**What you are asked to do:** For each line in the data that includes "Тихвинский", make a copy.

(Collected data entries)
———
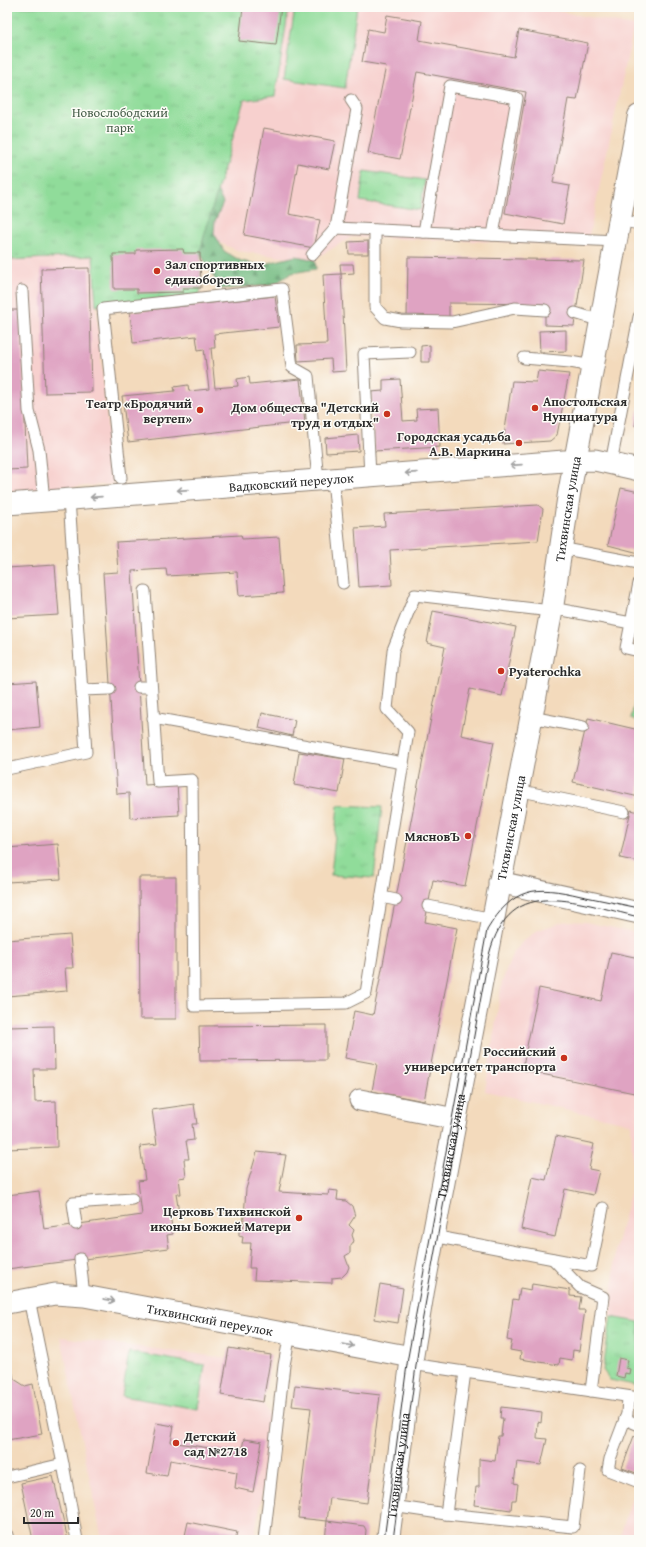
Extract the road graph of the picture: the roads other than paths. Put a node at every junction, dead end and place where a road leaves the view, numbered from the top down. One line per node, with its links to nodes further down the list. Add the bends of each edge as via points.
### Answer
1 (351, 100): 4 (lane, via 357,109)
2 (639, 116): 3 (street, Тихвинская улица)
3 (629, 222): 8 (street, Тихвинская улица)
4 (336, 228): 5 (lane); 9 (lane)
5 (375, 230): 6 (lane); 11 (lane, via 375,307 385,318 401,321 452,322 515,308)
6 (424, 232): 7 (lane); 7 (lane, via 450,86 517,98)
7 (493, 236): 8 (lane)
8 (616, 242): 14 (street, Тихвинская улица)
9 (312, 255)
10 (22, 291): 25 (lane, via 29,410 39,450)
11 (545, 310)
12 (575, 313): 14 (lane)
13 (639, 317): 19 (lane)
14 (601, 321): 17 (street, Тихвинская улица)
15 (410, 352): 21 (lane, via 364,354)
16 (524, 358): 17 (lane)
17 (593, 366): 18 (street, Тихвинская улица)
18 (576, 461): 19 (street, Вадковский переулок, via 595,460); 21 (street, Вадковский переулок, one-way to 21); 27 (street, Тихвинская улица)
19 (611, 463): 20 (street, Вадковский переулок)
20 (639, 470)
21 (370, 476): 23 (street, Вадковский переулок)
22 (121, 478): 23 (lane, via 103,309 282,289 292,367 308,376)
23 (325, 479): 24 (street, Вадковский переулок, one-way to 24); 30 (lane)
24 (69, 499): 25 (street, Вадковский переулок); 38 (lane)
25 (44, 501): 26 (street, Вадковский переулок)
26 (7, 504)
27 (560, 548): 28 (lane); 32 (street, Тихвинская улица)
28 (639, 563)
29 (639, 583): 33 (lane)
30 (343, 584)
31 (145, 591): 36 (lane)
32 (552, 609): 33 (lane); 39 (street, Тихвинская улица); 42 (lane, via 415,595 393,650 387,709 408,732)
33 (631, 622): 34 (lane, via 626,648)
34 (639, 651)
35 (139, 687): 36 (lane)
36 (151, 687): 40 (lane)
37 (110, 689): 38 (lane)
38 (82, 690): 43 (lane, via 86,752)
39 (531, 717): 41 (lane); 44 (street, Тихвинская улица)
40 (153, 718): 42 (lane); 47 (lane, via 158,782 192,780 194,1006 346,1003 366,993)
41 (583, 727)
42 (403, 763): 47 (lane)
43 (7, 769)
44 (517, 790): 45 (lane); 46 (street, Тихвинская улица)
45 (624, 812)
46 (499, 882): 50 (street); 51 (street, Тихвинская улица)
47 (382, 897): 48 (lane)
48 (396, 900)
49 (428, 906): 51 (lane)
50 (639, 913)
51 (493, 919): 53 (street, Тихвинская улица)
52 (360, 1100): 53 (street)
53 (455, 1119): 57 (street, Тихвинская улица)
54 (132, 1199): 56 (lane, via 73,1203)
55 (604, 1208): 59 (lane, via 591,1266)
56 (76, 1224)
57 (433, 1236): 59 (lane); 64 (street, Тихвинская улица)
58 (80, 1259): 60 (lane)
59 (553, 1259): 66 (lane, via 580,1286 603,1297)
60 (84, 1296): 61 (street, Тихвинский переулок, via 55,1294); 63 (street, Тихвинский переулок, one-way to 63)
61 (29, 1299): 62 (street, Тихвинский переулок); 70 (lane)
62 (7, 1304)
63 (290, 1334): 64 (street, Тихвинский переулок, one-way to 64); 79 (lane, via 284,1364)
64 (411, 1361): 65 (lane); 74 (street, Тихвинская улица)
65 (465, 1372): 66 (lane); 75 (lane)
66 (591, 1391): 67 (lane)
67 (634, 1397): 68 (lane)
68 (625, 1419): 69 (lane); 73 (lane, via 608,1470)
69 (639, 1425)
70 (63, 1464): 72 (lane); 78 (lane)
71 (580, 1471): 75 (lane, via 574,1527)
72 (7, 1477)
73 (639, 1482)
74 (392, 1506): 75 (lane); 80 (street, Тихвинская улица)
75 (446, 1514)
76 (7, 1535): 77 (lane)
77 (8, 1540)
78 (77, 1540)
79 (264, 1540)
80 (388, 1540)

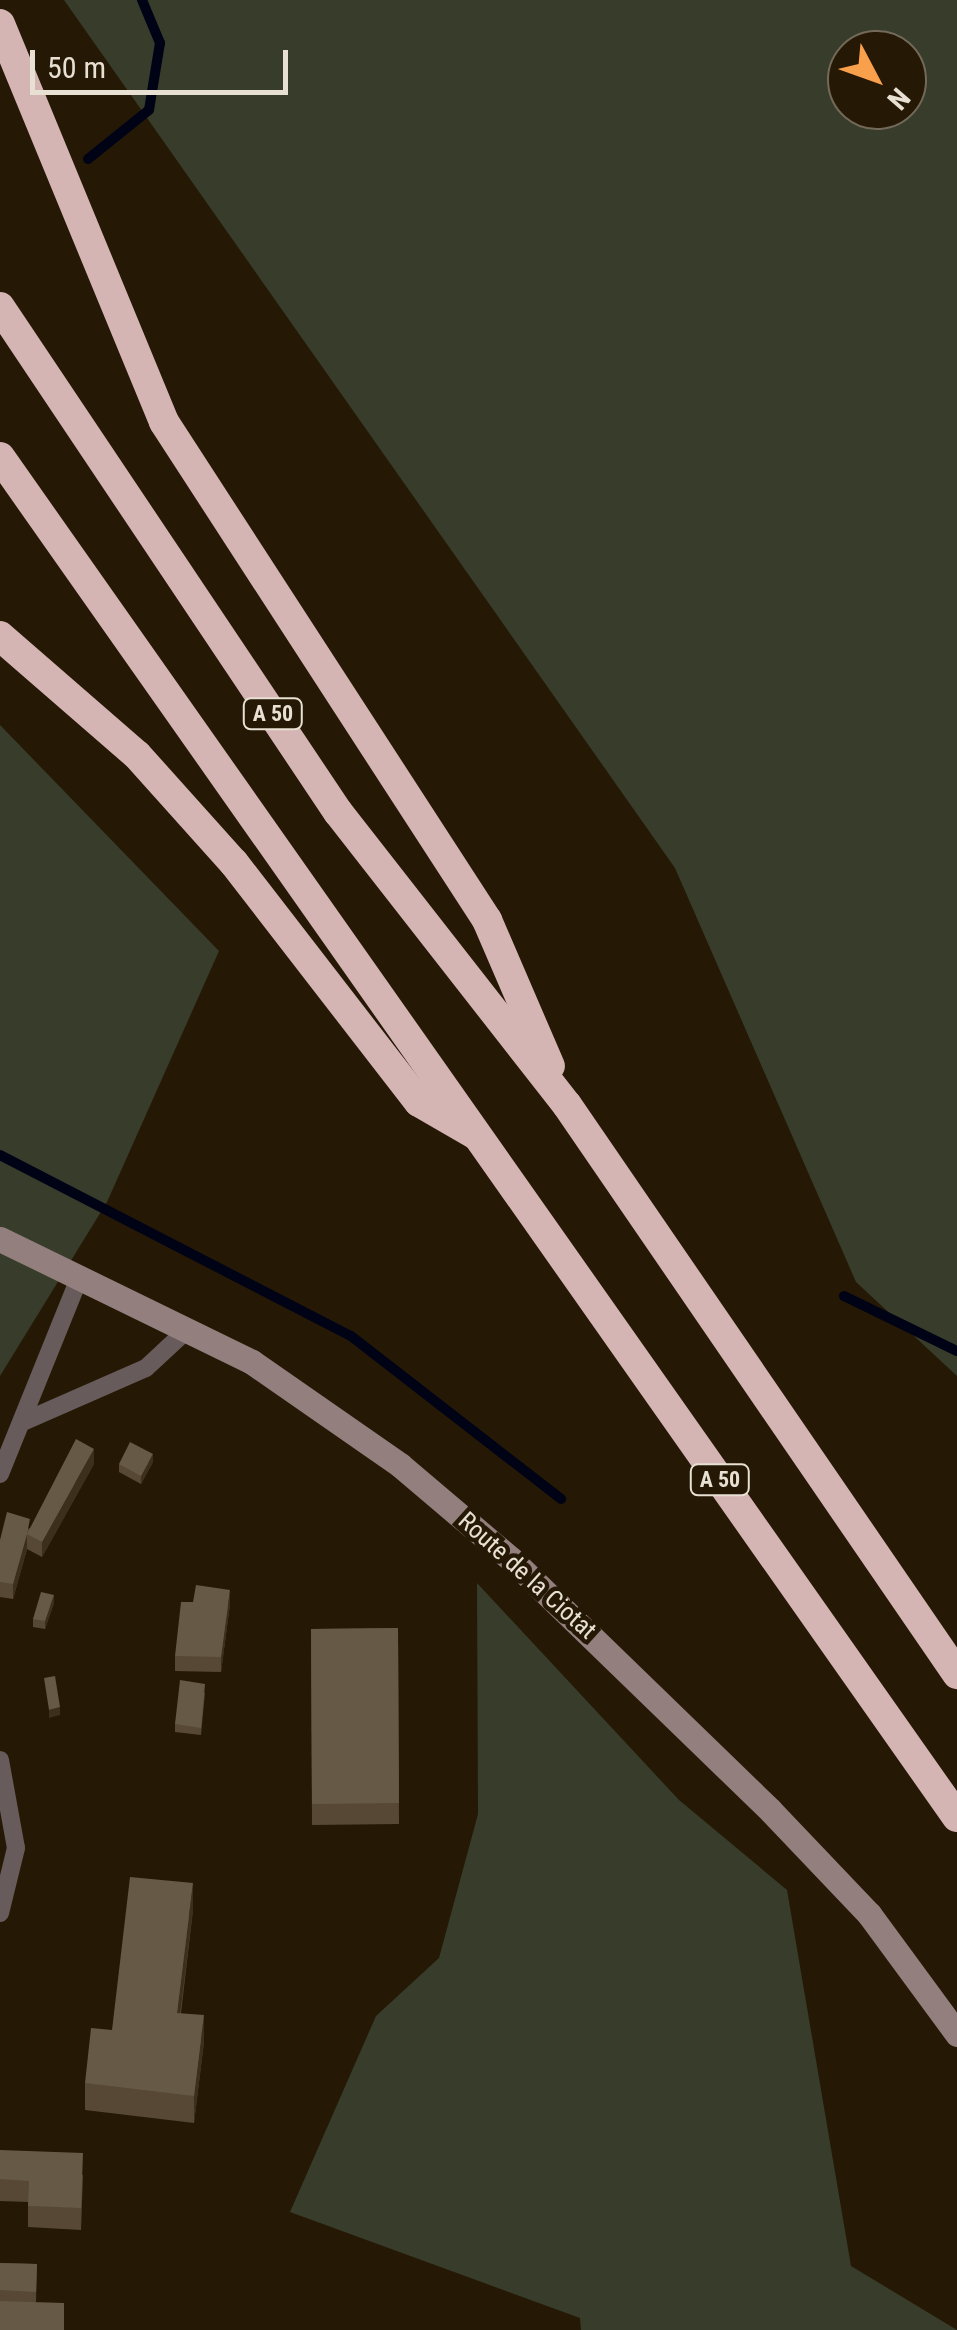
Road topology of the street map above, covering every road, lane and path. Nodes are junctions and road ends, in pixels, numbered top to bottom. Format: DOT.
graph roads {
  1 [pos="0,24"];
  2 [pos="0,306"];
  3 [pos="0,456"];
  4 [pos="0,636"];
  5 [pos="567,1105"];
  6 [pos="487,1141"];
  7 [pos="0,1239"];
  8 [pos="80,1276"];
  9 [pos="188,1329"];
  10 [pos="25,1422"];
  11 [pos="0,1474"];
  12 [pos="957,1674"];
  13 [pos="0,1760"];
  14 [pos="957,1816"];
  15 [pos="0,1913"];
  16 [pos="957,2034"];
  1 -- 5 [label="highway"];
  2 -- 5 [label="highway, A 50"];
  3 -- 6 [label="highway, A 50"];
  4 -- 6 [label="highway"];
  5 -- 12 [label="highway, A 50"];
  6 -- 14 [label="highway, A 50"];
  7 -- 8 [label="main road, Route de la Ciotat"];
  8 -- 9 [label="main road, Route de la Ciotat"];
  8 -- 10 [label="lane"];
  9 -- 10 [label="lane"];
  9 -- 16 [label="main road, Route de la Ciotat"];
  10 -- 11 [label="lane"];
  13 -- 15 [label="lane"];
}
———
**Response to the exercise:**
60 (84, 1296): 61 (street, Тихвинский переулок, via 55,1294); 63 (street, Тихвинский переулок, one-way to 63)
61 (29, 1299): 62 (street, Тихвинский переулок); 70 (lane)
63 (290, 1334): 64 (street, Тихвинский переулок, one-way to 64); 79 (lane, via 284,1364)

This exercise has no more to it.